This seems to be a relatively new website by pixiv which allows artists to use a better reader for their short series than regular pixiv provides. However, I don't know if there's an easy way to extract the images. Users can't really do that manually, for example one can't right-click the image and "open in a new tab", since the reader intercepts right clicks. That said, you can see the links when you monitor the downloaded resources, but that's too hardcore for most uploaders, and also, when opened on their own, those links don't work (probably referer-based protection), which is inconvenient.

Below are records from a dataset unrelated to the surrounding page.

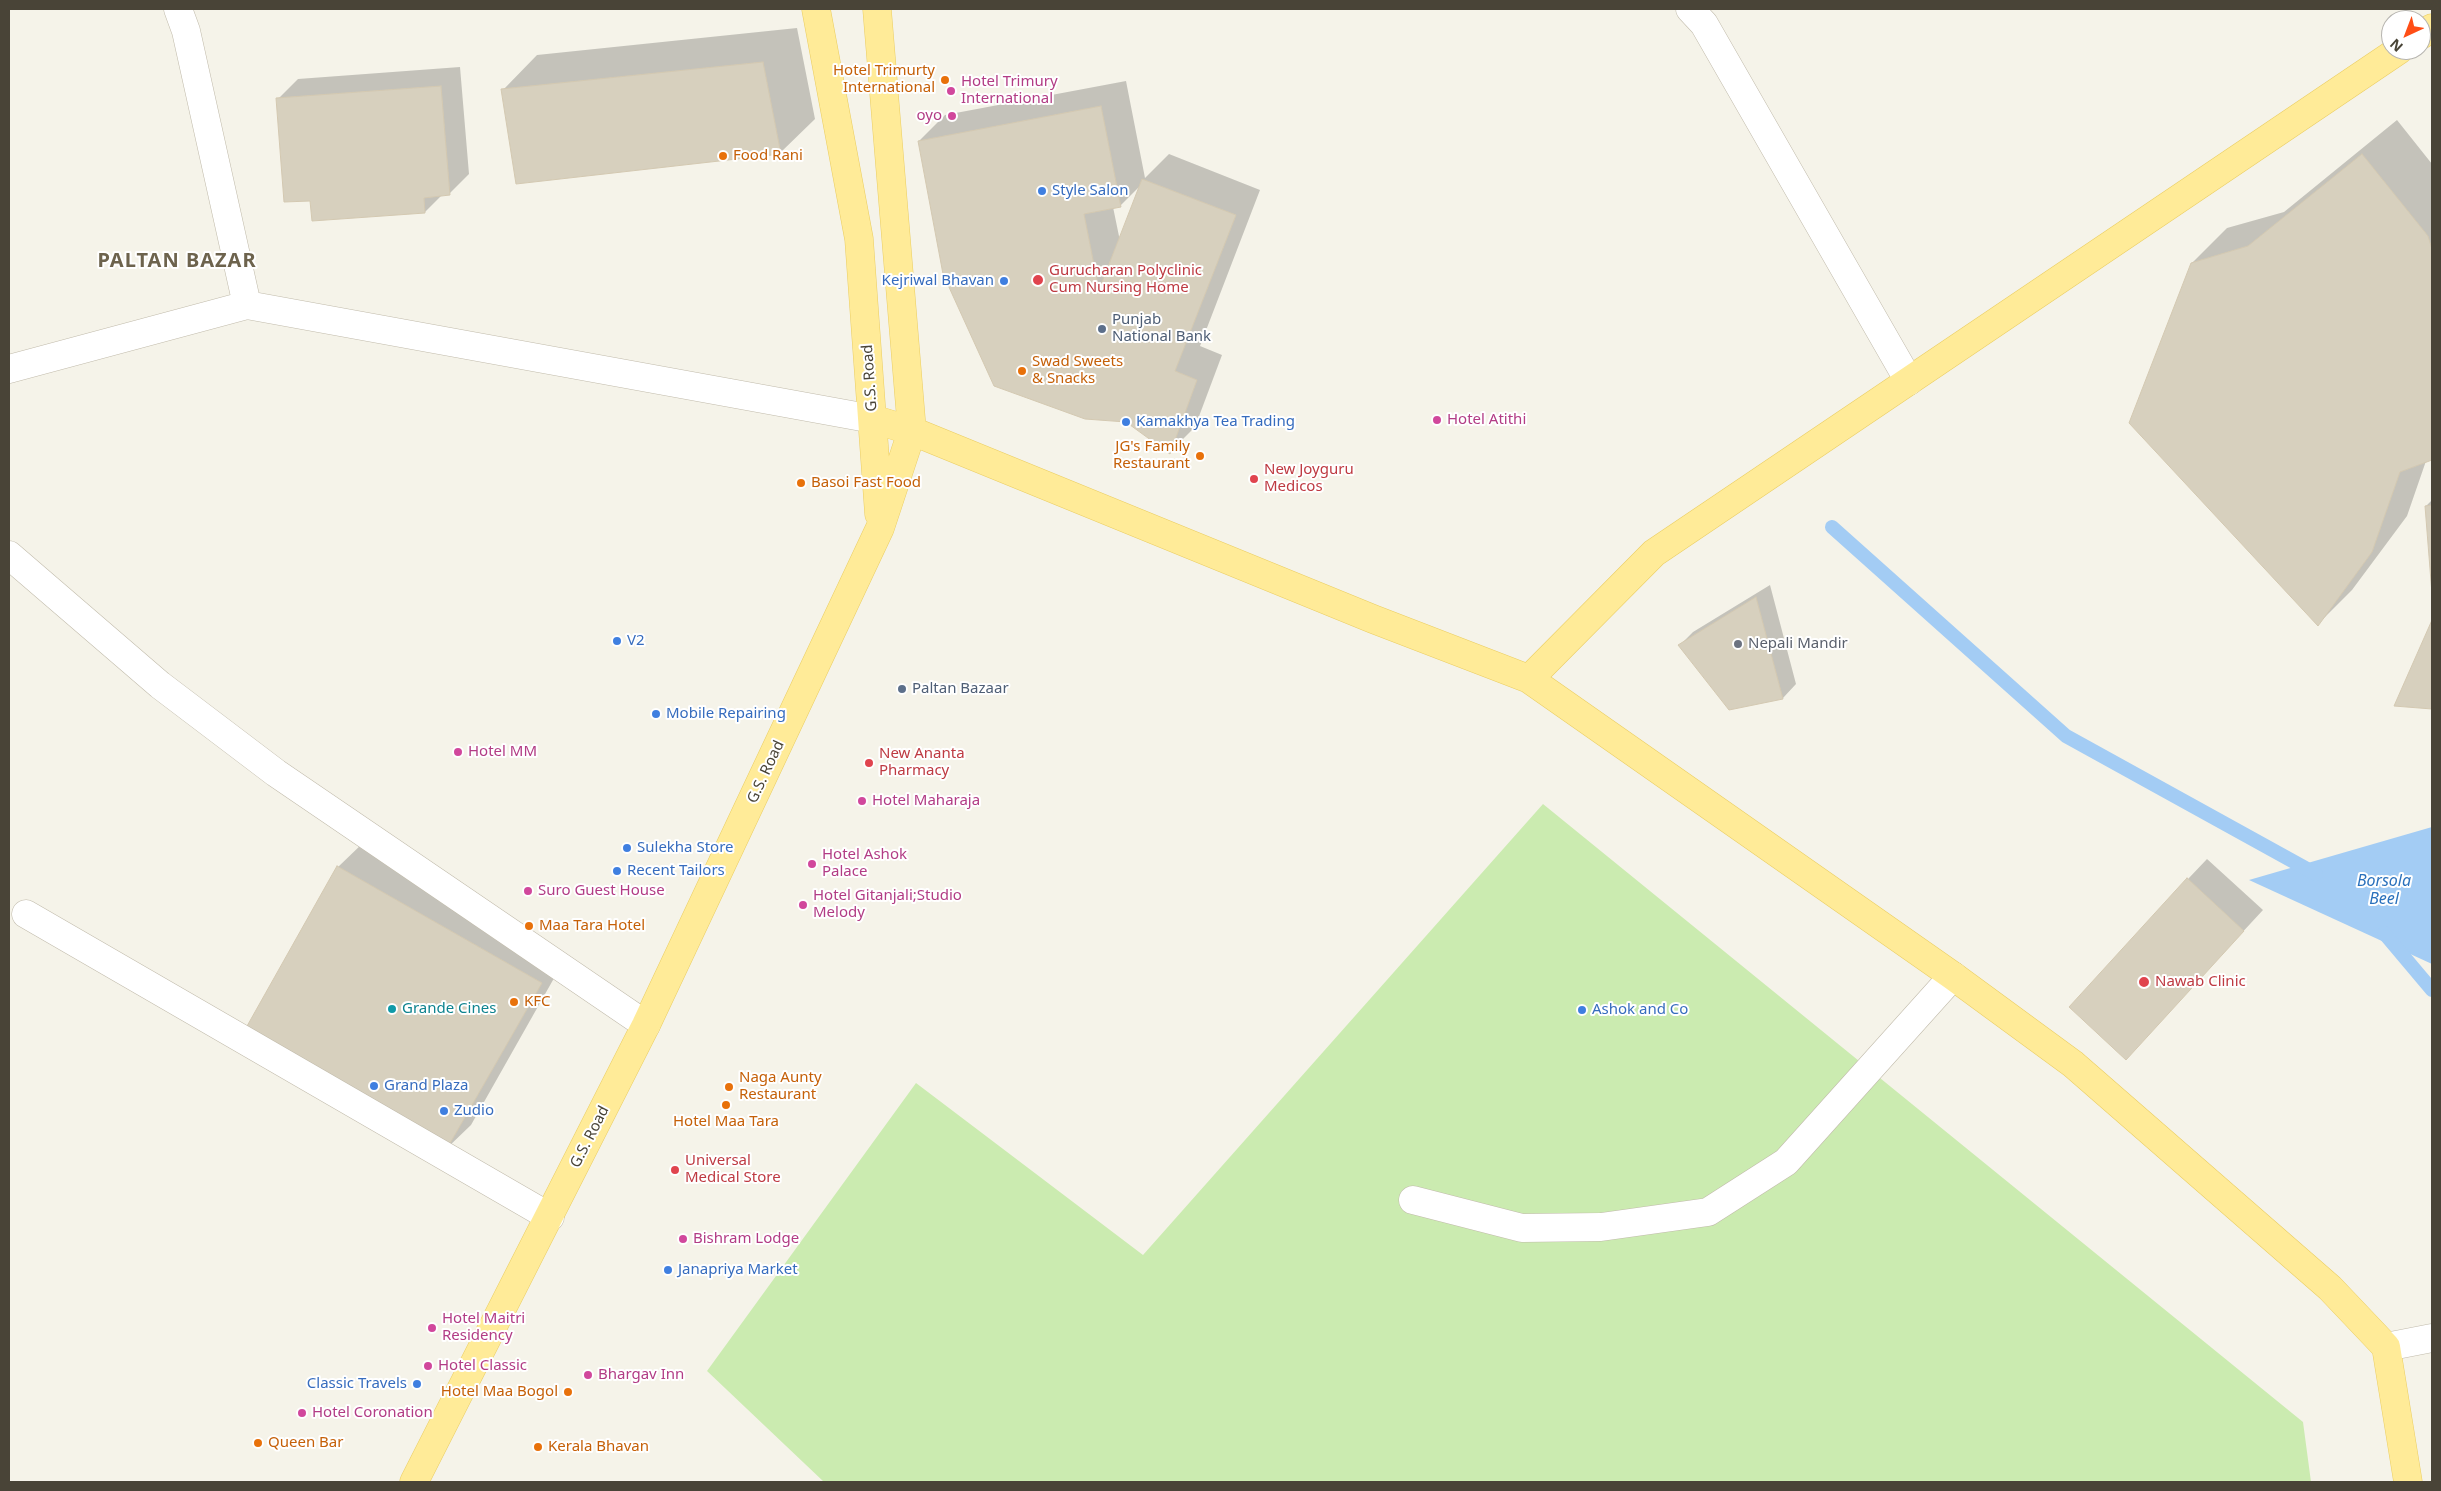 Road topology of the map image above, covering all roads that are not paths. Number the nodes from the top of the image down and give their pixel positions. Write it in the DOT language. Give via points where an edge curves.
graph roads {
  1 [pos="816,9"];
  2 [pos="876,9"];
  3 [pos="1690,9"];
  4 [pos="182,20"];
  5 [pos="2385,60"];
  6 [pos="247,305"];
  7 [pos="9,369"];
  8 [pos="1909,381"];
  9 [pos="873,419"];
  10 [pos="912,431"];
  11 [pos="880,528"];
  12 [pos="9,555"];
  13 [pos="1529,678"];
  14 [pos="26,914"];
  15 [pos="1953,976"];
  16 [pos="646,1025"];
  17 [pos="1413,1200"];
  18 [pos="550,1217"];
  19 [pos="2432,1338"];
  20 [pos="2386,1346"];
  21 [pos="414,1482"];
  22 [pos="2408,1482"];
  1 -- 9 [label="main road, G.S. Road" via="859,240"];
  2 -- 10 [label="main road"];
  3 -- 8 [label="street" via="1704,24"];
  4 -- 6 [label="street"];
  5 -- 8 [label="main road"];
  6 -- 7 [label="street"];
  6 -- 9 [label="street"];
  8 -- 13 [label="main road" via="1654,553"];
  9 -- 10 [label="main road"];
  9 -- 11 [label="main road, G.S. Road"];
  10 -- 11 [label="main road"];
  10 -- 13 [label="main road" via="1373,619"];
  11 -- 16 [label="main road, G.S. Road"];
  12 -- 16 [label="street" via="160,685 276,773"];
  13 -- 15 [label="main road"];
  14 -- 18 [label="street"];
  15 -- 17 [label="street" via="1786,1162 1708,1212 1601,1227 1522,1228"];
  15 -- 20 [label="main road" via="2073,1064 2330,1288"];
  16 -- 18 [label="main road, G.S. Road"];
  18 -- 21 [label="main road, G.S. Road"];
  19 -- 20 [label="street"];
  20 -- 22 [label="main road"];
} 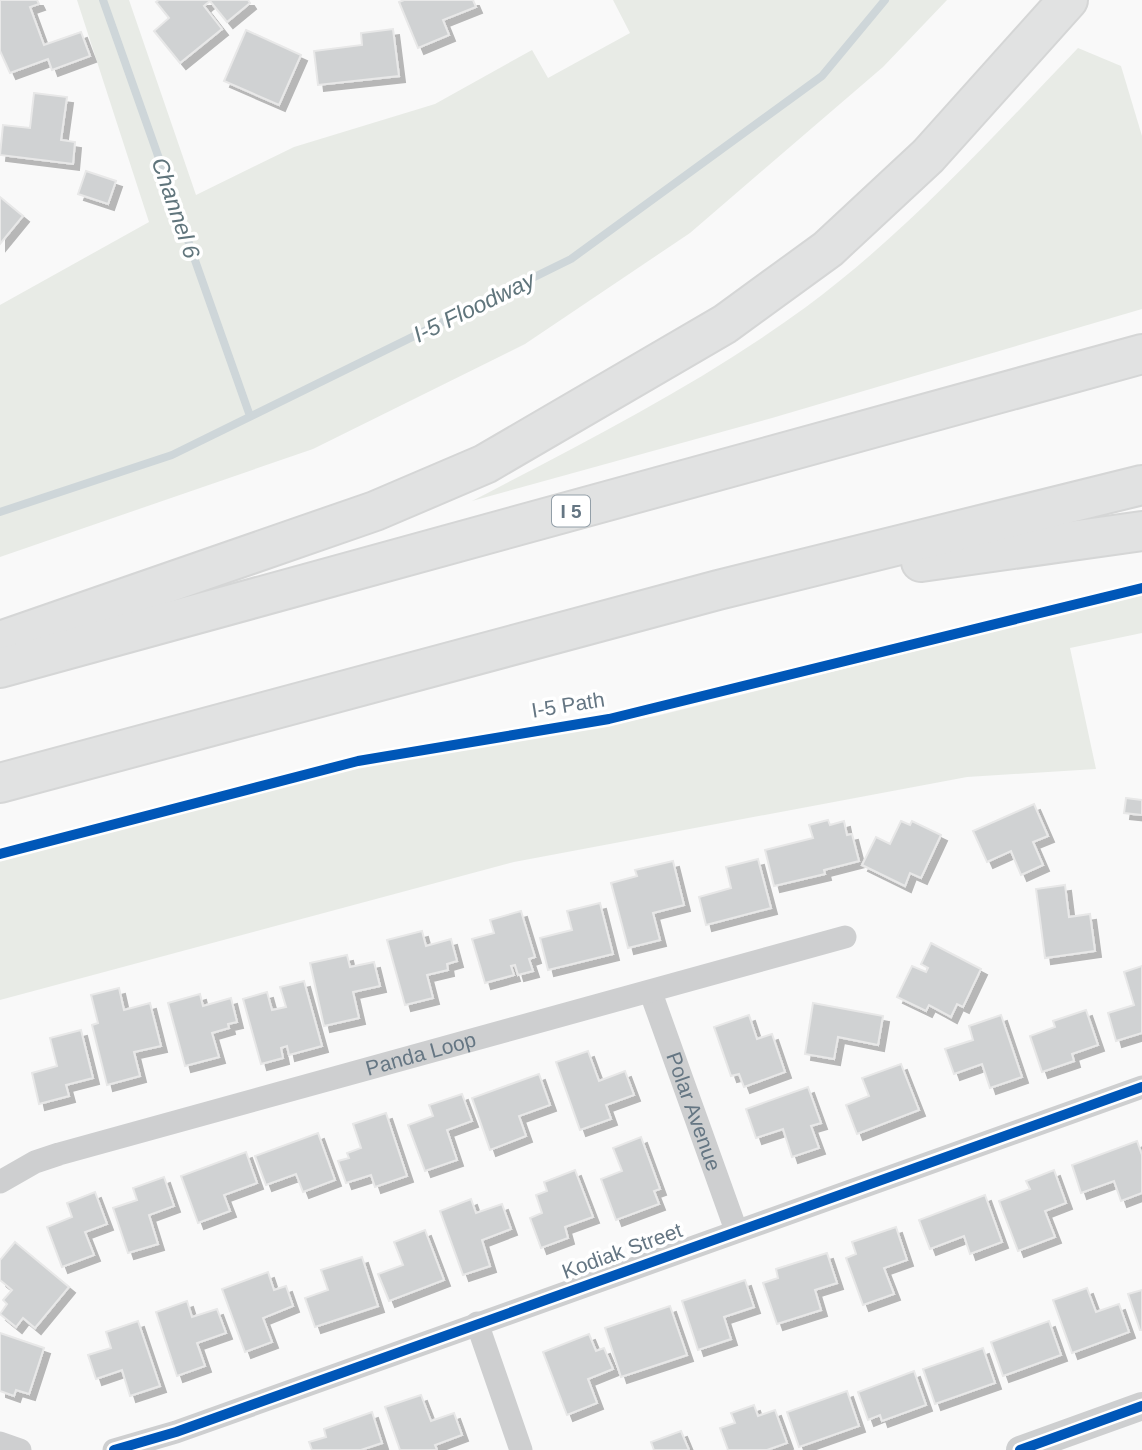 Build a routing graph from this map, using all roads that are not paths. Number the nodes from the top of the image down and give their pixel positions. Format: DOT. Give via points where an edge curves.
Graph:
graph roads {
  1 [pos="1068,0"];
  2 [pos="1142,354"];
  3 [pos="1142,485"];
  4 [pos="1142,531"];
  5 [pos="718,590"];
  6 [pos="0,641"];
  7 [pos="0,667"];
  8 [pos="0,783"];
  9 [pos="845,937"];
  10 [pos="650,993"];
  11 [pos="1142,1087"];
  12 [pos="0,1182"];
  13 [pos="736,1230"];
  14 [pos="477,1323"];
  15 [pos="1142,1406"];
  16 [pos="0,1443"];
  17 [pos="20,1450"];
  18 [pos="114,1450"];
  19 [pos="521,1450"];
  20 [pos="1020,1450"];
  1 -- 6 [label="highway" via="928,156 828,249 726,324 485,464 375,511"];
  2 -- 7 [label="highway, I 5"];
  3 -- 5 [label="highway"];
  4 -- 5 [label="highway"];
  5 -- 8 [label="highway"];
  9 -- 10 [label="street, Panda Loop"];
  10 -- 12 [label="street, Panda Loop" via="59,1154 35,1161"];
  10 -- 13 [label="street, Polar Avenue"];
  11 -- 13 [label="street, Kodiak Street"];
  13 -- 14 [label="street, Kodiak Street"];
  14 -- 18 [label="street, Kodiak Street"];
  14 -- 19 [label="street"];
  15 -- 20 [label="street"];
  16 -- 17 [label="street"];
}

Additionally, new images seem to be loaded with AJAX on demand, not when the page is loaded, which makes automated uploads difficult. The reader script probably can be reverse-engineered, at least it's not in flash or something, just javascript. Then, if that's possible, batch upload strategy for comic.pixiv.net would be great.

The site seems to automatically authenticate users which are logged in on the main pixiv.net website.


Example: https://comic.pixiv.net/viewer/stories/9869

Page 2:
https://img-comic.pximg.net/images/page/9869/V52hshKjl05juBvdbHJ5/2.jpg?20151030104009
Page 3:
https://img-comic.pximg.net/images/page/9869/4Dx6Cl2FiZtOkRRyUCJv/3.jpg?20151030104009

General pattern:
https://img-comic.pximg.net/images/page/<story_id>/<random_key>/<page_number>.jpg?<timestamp>

Keys seem to be consistent after reloading, so maybe they are permanently bound to images. Perhaps they are function of page and user session or profile, this will need some further checks checks. Either way, they seem to be completely random at a glance, so we can't grab all the pages just by knowing story id and page count.

Not sure if timestamps are mandatory or not, maybe they serve the same purpose as in pixiv, to indicate revisions.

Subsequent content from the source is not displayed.